We thought it was useful to take another look at Sean Hargrave's recent discussion on how metrics affect the way social media is rated:You can't have your cake and eat it, So if
you're a social team, you can't use marketing's budget and not report back in marketing terms. The simple truth, however, is that many companies are treating social as a PR exercise and measuring its
success in fluffy PR terms, yet using marketing's money in the process.
Could that be behind the disconnect between the latest CMO Survey estimating that social is on
its way to securing a fifth of marketing budget -- yet presently, half of CMOs rate its performance as below average? A tiny proportion -- just 3% -- are raving about social's ROI. For CMOs the
message is clear. Social is eating into budgets, but we're not too sure what it's delivering. Put simply, social is not washing its face.
This disconnect between a communications past and a
marketing future is where I see some of the issues around social arising. The easiest thing, but not necessarily the best approach, would be to allow communications or PR executives to keep on posting
in the company's name and look at success in terms of a retweet or a like without the need to reconcile what any of those interactions mean for the business.
That would be incredibly simple,
and to be honest, that's what a lot of brands are doing. The trouble comes now that the channel is seen by most as a marketing and advertising channel because that's exactly what it is -- particularly
in the case of Facebook, which dominates the social landscape. As soon as you see social for what it is, you have to have digital marketing executives involved and, no doubt, have the team sitting in
marketing rather than communications, burning marketing's budget.

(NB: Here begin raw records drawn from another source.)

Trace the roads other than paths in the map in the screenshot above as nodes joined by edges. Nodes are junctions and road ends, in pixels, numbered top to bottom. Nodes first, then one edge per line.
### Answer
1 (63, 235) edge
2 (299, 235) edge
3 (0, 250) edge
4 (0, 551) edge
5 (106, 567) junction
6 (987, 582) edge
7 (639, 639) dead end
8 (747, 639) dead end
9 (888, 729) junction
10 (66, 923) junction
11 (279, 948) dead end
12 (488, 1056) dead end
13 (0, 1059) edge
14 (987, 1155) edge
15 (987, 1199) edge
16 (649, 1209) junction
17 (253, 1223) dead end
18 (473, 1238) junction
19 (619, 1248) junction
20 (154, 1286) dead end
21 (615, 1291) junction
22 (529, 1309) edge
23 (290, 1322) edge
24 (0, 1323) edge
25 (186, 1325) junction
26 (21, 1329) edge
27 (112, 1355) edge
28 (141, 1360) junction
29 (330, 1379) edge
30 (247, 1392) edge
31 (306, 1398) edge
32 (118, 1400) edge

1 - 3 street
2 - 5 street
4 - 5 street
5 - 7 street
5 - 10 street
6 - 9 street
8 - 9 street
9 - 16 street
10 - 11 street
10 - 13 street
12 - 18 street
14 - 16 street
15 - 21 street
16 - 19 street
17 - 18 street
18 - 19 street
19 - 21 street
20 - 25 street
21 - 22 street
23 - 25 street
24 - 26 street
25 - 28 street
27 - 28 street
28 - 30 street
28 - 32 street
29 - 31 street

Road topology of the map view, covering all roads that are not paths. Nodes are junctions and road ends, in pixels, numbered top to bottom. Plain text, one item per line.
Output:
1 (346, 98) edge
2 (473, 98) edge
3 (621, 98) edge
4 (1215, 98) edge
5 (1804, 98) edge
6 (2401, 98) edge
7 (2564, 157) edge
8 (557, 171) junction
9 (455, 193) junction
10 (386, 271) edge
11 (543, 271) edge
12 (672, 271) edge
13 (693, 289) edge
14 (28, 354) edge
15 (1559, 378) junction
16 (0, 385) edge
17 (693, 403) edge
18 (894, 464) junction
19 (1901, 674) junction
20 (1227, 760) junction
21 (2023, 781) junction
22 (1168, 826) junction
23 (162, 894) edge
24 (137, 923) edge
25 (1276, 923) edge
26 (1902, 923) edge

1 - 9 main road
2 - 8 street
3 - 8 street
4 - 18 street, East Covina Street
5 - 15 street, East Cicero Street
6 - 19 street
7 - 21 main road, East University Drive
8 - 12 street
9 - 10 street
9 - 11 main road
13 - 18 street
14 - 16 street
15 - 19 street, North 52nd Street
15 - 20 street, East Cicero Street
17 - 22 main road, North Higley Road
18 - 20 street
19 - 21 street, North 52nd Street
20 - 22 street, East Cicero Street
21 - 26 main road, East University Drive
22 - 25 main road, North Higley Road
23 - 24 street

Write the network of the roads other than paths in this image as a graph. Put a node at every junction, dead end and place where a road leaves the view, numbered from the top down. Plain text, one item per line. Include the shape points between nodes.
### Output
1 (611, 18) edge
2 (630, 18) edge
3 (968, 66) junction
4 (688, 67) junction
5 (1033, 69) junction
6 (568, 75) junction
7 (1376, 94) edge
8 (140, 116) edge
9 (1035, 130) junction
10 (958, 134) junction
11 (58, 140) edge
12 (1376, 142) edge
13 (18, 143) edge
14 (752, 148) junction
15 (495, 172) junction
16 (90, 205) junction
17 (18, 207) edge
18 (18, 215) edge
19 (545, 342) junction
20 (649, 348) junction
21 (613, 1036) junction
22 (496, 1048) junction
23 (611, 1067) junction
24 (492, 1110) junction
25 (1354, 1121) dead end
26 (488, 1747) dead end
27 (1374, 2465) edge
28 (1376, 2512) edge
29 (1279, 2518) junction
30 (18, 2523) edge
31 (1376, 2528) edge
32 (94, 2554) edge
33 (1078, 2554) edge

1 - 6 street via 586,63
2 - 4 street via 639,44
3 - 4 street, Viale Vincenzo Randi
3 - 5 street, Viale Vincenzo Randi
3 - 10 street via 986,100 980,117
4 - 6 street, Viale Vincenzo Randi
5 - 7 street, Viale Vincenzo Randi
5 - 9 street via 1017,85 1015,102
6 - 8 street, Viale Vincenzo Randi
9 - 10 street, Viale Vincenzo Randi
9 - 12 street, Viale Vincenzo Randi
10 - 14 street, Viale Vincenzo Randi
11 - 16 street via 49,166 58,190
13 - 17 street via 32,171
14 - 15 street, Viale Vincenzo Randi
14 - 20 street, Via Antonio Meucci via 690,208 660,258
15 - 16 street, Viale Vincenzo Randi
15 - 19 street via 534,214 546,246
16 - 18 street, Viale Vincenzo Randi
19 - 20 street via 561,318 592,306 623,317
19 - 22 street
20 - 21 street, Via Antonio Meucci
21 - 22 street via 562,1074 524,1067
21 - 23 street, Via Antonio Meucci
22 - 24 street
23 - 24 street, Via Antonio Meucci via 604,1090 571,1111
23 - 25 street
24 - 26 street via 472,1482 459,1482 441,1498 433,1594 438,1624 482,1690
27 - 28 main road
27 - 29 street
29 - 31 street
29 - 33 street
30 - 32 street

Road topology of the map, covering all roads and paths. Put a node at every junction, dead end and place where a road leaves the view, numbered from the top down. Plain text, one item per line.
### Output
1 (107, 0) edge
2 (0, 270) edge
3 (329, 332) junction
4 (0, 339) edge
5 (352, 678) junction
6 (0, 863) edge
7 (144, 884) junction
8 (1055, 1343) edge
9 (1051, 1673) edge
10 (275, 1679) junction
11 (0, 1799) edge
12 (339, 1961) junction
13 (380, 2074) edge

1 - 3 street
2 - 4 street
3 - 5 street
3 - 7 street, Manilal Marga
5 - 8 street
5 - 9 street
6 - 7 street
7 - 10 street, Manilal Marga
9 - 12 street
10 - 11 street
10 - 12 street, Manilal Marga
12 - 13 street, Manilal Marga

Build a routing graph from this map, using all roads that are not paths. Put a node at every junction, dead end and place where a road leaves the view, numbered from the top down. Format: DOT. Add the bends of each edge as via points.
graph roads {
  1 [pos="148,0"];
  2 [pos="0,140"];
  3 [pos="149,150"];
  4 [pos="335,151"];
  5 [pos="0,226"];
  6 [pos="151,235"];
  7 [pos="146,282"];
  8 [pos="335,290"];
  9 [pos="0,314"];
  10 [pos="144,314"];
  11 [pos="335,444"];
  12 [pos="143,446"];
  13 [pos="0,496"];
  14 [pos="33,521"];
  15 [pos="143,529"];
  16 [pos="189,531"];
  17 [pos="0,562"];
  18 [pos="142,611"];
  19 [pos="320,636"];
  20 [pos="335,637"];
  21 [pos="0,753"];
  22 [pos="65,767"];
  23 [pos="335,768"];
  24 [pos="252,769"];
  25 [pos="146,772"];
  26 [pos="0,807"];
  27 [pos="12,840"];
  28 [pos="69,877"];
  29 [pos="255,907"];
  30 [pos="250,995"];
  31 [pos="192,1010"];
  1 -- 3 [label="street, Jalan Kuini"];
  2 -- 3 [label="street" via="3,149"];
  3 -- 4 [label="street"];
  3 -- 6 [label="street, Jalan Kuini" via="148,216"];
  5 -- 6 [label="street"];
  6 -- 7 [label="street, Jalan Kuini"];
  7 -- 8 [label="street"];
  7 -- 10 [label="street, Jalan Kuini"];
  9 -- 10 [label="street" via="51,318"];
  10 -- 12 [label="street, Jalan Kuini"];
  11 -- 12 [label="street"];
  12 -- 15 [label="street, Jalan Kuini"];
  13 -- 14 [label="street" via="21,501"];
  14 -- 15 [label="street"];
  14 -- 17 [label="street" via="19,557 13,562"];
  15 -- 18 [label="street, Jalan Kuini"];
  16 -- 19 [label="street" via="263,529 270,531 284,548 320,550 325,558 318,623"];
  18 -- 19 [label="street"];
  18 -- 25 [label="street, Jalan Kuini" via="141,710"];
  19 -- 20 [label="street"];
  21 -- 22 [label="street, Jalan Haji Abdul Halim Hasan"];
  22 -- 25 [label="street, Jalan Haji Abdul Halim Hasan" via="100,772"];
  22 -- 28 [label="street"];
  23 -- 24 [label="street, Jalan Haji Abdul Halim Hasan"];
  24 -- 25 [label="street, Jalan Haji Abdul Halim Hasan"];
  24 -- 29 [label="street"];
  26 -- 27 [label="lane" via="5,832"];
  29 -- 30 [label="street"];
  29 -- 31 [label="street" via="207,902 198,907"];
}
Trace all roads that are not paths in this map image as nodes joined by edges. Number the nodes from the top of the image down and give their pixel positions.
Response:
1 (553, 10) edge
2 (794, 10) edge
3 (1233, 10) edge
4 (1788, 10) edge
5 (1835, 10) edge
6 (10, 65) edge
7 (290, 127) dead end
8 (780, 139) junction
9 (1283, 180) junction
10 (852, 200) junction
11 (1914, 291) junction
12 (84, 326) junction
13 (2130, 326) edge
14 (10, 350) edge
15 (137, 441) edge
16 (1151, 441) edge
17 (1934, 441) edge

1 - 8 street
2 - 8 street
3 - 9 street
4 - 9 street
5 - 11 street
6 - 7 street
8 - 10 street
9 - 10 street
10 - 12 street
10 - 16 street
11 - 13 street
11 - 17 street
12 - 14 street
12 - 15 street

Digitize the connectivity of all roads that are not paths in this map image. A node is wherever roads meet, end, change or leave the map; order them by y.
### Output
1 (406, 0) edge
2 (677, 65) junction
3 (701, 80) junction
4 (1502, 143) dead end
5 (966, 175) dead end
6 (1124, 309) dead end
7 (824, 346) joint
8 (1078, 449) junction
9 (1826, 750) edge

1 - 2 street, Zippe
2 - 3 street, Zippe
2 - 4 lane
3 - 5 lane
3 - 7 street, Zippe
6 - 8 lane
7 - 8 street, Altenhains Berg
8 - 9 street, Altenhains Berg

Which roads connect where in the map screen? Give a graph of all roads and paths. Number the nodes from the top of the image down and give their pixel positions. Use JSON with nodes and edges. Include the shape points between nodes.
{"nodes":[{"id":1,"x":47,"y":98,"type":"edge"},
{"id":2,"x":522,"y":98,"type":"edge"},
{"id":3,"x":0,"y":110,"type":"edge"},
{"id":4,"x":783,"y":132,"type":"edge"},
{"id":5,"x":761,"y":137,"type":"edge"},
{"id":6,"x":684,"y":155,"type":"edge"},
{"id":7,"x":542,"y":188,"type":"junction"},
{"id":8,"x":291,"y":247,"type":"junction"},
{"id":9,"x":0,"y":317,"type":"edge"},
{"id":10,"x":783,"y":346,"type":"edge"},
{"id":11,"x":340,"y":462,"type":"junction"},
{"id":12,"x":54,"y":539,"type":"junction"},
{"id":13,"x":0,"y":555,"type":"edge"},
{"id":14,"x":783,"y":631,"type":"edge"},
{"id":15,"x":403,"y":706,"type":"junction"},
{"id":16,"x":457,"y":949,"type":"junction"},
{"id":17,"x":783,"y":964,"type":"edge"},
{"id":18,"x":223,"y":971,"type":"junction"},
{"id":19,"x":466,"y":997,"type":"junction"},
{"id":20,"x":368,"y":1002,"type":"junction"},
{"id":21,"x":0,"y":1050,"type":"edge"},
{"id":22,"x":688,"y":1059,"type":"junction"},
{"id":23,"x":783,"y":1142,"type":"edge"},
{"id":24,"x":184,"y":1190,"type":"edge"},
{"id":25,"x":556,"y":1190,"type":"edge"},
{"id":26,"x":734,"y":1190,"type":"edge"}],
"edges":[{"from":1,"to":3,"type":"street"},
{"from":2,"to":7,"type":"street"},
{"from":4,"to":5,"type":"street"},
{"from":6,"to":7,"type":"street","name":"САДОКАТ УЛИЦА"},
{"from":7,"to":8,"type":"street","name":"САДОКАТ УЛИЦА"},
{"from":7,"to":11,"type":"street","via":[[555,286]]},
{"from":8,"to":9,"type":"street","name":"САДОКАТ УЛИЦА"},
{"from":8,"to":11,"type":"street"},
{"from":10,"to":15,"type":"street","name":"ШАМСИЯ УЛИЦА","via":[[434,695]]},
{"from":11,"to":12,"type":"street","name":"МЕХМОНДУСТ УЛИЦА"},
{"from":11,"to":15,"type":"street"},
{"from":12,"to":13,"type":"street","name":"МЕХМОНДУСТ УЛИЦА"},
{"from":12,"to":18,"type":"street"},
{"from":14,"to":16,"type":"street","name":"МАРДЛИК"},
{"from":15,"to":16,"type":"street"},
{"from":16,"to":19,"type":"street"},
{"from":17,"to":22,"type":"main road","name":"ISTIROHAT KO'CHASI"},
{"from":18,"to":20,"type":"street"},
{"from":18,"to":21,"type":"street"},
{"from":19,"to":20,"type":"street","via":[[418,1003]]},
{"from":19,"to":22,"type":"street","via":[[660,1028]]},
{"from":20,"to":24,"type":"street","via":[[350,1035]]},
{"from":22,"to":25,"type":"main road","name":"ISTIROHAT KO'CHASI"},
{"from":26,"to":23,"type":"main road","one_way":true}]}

That leaves us with an ever-increasing slice of marketing budget going to a channel that is still measured in PR or
communications terms. That's why CMOs are puzzled as to what social is delivering and if they're concerned, you can imagine how flummoxed the board is. If CMOs can't answer the ''so what" question,
then we'll keep on seeing a repeat of the board turning around and questioning what is a "like" worth, what is a "follow" adding to the bottom line, and what does it mean for us if someone shares our
content.
Now, there are tools and data analysis techniques available to work out much of this because social is digital, and that means there is lots of data. The issue, of course, is that
people will tend to do things at a later date on a different platform. They may like your offer on sports shoes one day but not buy them until their current pair wears out in a month or two. So it's
pretty hard to reconcile cause and effect.
One metric that I'm starting to see a little more of, which brands should be encouraged to investigate, isn't just an ROI argument -- it's more of a
customer segmentation approach. So Adobe, for example, can tell how much more likely a person is to buy a particular product by how they have interacted with content about it as well as how they have
engaged with the brand. So someone who likes their Facebook page is x% more likely to become a customer and someone who has interacted with content about a tool is a further x% likely to buy that
piece of software.
Such figures are not too difficult to work out, and that means the board can understand the implication of the social success a marketing team is claiming. If you can
add to the fact that you have doubled the number of followers on a channel with the fact that this should lead to x% more sales in the next quarter, then that's something execs outside marketing can
feel they can take to the bank.
A fully fledged ROI figure is the ultimate destination, and steps like these are a good way to get there while admitting that in a cross-device world it's hard
to be too exact -- but here's what the figures are telling us. For putting x budget into social, we will see a lift in sales of x over the next quarter.
That's the kind of discussion that
marketing can have with the rest of the organization that just doesn't seem to come out of the channel if communications and PR people are left repeating metrics such as likes and shares without any
reference to what that actually means -- and more importantly, where it leads. If social is burning marketing's money, it can't carry on being fluffy.